━━ RECORDS PROVIDED ━━
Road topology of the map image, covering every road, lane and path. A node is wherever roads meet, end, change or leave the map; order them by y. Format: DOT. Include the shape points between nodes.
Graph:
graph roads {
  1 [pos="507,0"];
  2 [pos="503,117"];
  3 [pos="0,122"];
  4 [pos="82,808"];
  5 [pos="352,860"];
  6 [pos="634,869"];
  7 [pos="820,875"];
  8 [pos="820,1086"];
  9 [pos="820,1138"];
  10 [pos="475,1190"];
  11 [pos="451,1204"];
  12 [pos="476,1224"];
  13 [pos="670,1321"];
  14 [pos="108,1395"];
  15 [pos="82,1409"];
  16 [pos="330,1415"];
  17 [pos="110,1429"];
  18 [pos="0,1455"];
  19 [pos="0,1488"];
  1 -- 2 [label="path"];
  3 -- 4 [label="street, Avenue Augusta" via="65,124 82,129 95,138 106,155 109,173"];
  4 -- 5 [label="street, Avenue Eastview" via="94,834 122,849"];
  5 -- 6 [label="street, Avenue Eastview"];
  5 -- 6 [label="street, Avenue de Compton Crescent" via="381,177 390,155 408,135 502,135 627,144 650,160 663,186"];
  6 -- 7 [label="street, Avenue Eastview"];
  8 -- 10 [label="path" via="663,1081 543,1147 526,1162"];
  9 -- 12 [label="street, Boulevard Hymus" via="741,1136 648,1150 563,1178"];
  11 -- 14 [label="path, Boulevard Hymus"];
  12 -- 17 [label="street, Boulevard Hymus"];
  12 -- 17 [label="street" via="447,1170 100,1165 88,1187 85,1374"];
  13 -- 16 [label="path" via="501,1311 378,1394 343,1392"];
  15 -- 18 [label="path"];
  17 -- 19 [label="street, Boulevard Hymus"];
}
━━━
- _WORK INSTRUCTION_:
Which lines in the data hold the string "Eastview"? Copy each of them.

- _THE COMPLETED TASK_:
  4 -- 5 [label="street, Avenue Eastview" via="94,834 122,849"];
  5 -- 6 [label="street, Avenue Eastview"];
  6 -- 7 [label="street, Avenue Eastview"];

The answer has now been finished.